それは、自分に向けられたものではなかった。
言葉を終え、唐執事と並んで山道を下っていく。
歩調は速くも遅くもなく、陽光が浅い衣に落ち、山道に二つの影を落とす。
一前一後、曲がり角を過ぎ、木陰に隠れて見えなくなった。
入口に立ち、その方向を見つめた。
外の光は足元の少し前まで届き、敷居とのあいだに明暗の境を描いていた。
その線を越えなかった。
数息ののち、視線を戻し、カウンターへ歩く。
曹元はすでに椅子に腰を戻し、いつもの気怠げな姿勢。
近づくと、まぶたを上げて言った。
「返却か?」
「うん。」三冊の本をカウンターに置く。
曹元はそれを手に取り、帳簿の番号を線で消した。
動作はいつも通りの気安さ。
だが、これまで気にも留めなかった細部に目が止まった――
どちらの筆先を使うか、帳簿をどの頁までめくるか、日付を今日にするか昨日のままにするか。
以前は気にしたこともなかった。
だが今日は、なぜかその日常の動作に目が留まり、
この部屋のすべてが階層でできているように思えた。
誰が立ち、誰が座る。
誰が両手で受け、誰が片手で受ける。
誰が入口で待ち、誰が中に入る。
今日、それをはっきりと見た。
曹元は番号を消し終え、顔を上げた。
「また借りるか?」
「借りる。
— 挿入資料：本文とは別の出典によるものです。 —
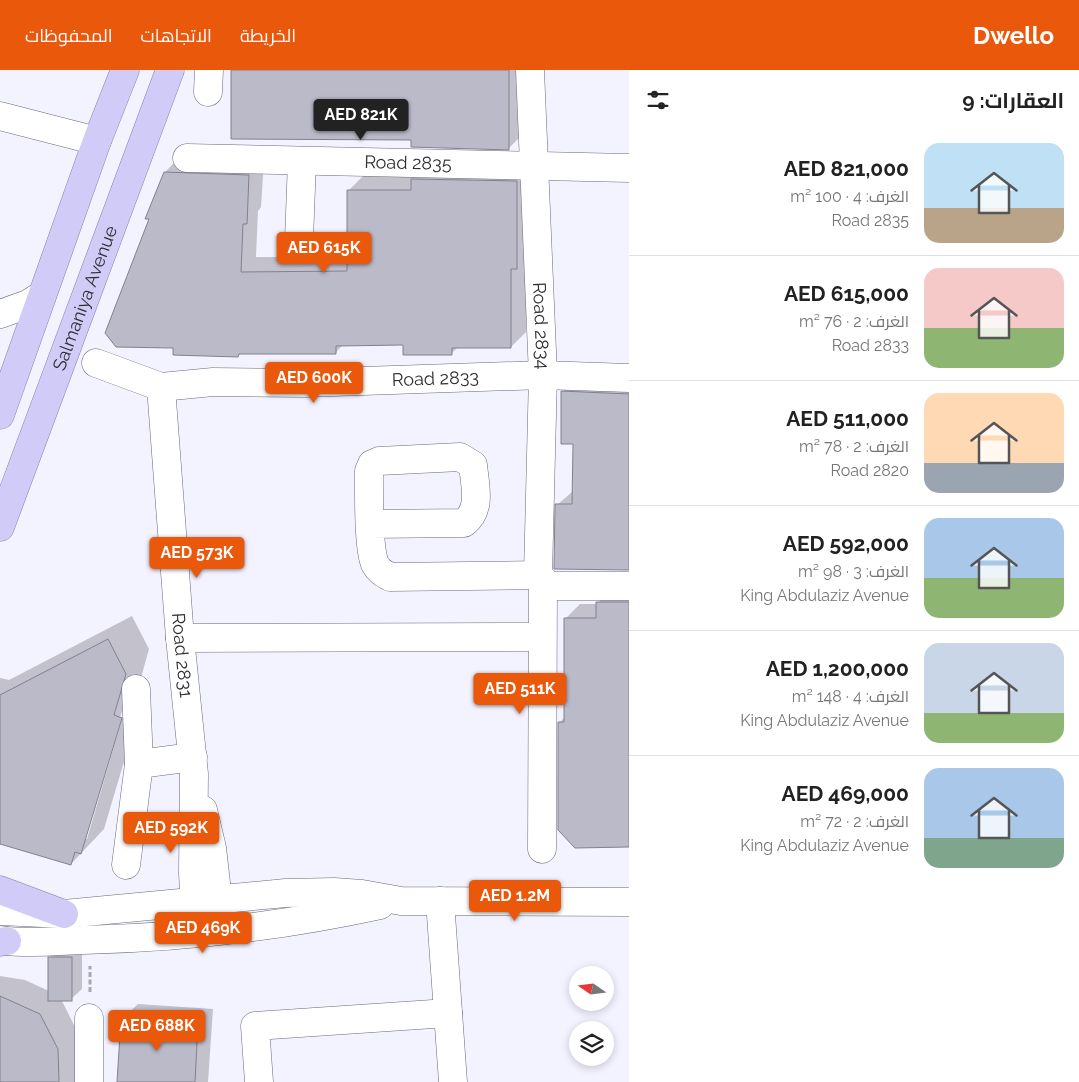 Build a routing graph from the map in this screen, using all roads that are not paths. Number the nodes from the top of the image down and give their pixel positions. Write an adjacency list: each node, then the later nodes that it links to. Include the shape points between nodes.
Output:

」
書棚へ向かい、数冊の雑書を手に取る。
表紙を確かめもせず、適当に抜き取り、抱えて戻ってカウンターに置いた。
曹元はそれを受け取り、記帳しながら何気なく尋ねた。
「玄祈使と知り合いか?」
「何度か薬を届けた。」
「なるほど。」曹元は番号を書き込みながら、気軽な調子で言った。
「どうりで名前を呼んだわけだ。外門の弟子なんて、普通は覚えてないからな。」
林瓶は何も返さなかった。
曹元は本を押し返した。
「よし。」
本を受け取り、蔵経楼を出た。
外の光は中よりもまぶしく、目を細める。
山道にはもう二つの影はなかった。
風が吹き抜け、春の草木が芽吹く匂い、桃花の香り、
そして土と陽光の混じった、言葉にしがたい匂いを運んできた。
入口に少し立ち止まり、それから山道を戻り始めた。
十数歩進んだところで、手にした本を見下ろす――
『江南草木志』『歳時雑記』『前朝異聞録』。
どれも何度も読んだ類いのもので、新しい内容はない。
さきほど適当に抜き取っただけで、真剣に選んではいなかった。
だが、戻って取り替えることもしなかった。
そのままでいいと思った。
午後、聚霊峰で作業をしていると、あの光景が頭から離れなかった。
呼ばれた声ではない――
あれはどうということもない。
礼儀正しく、自然で、誰に対しても同じ調子の声。
そうではなく、門口で横を向いて笑った、その瞬間。
その笑みの意味を考えようとはしなかった。
自分に向けられたものではないと分かっていた。
ただ、その光景を記憶していた。
新しく届いた薬草の束を数えていた――
乾いた草の束が倉庫の隅に積まれ、乾いた微かな苦味の匂いを放っている。
それを持ち上げ、棚に積み上げながら、胸の奥がふっと詰まるように感じた。
痛みではない、ただの重さ。
手を止め、棚の前に立ち尽くす。
高い窓から差す光が埃を照らし、光の筋の中で塵がゆっくりと漂っていた。
数息ののち、草の束を整え、帳簿に印をつけ、次の作業に移った。
ふと、思い出す。
あの鉢植えの花。
前に行ったとき、葉先が黄ばんでいた。
何も言わなかった。
あの花はまだ窓辺に置かれているだろうか。
今は誰かが水をやっているのだろうか。
行くたびにその花を見ていた――
土を替えたのは自分であり、肥料を買ったのも自分であり、置き場所を決めたのも自分だった。
だが今、その花は彼女の窓辺にあり、もう目には届かない。
今どうなっているのか、黄ばみが進んだのか、それとも誰かが水をやったのか、分からなかった。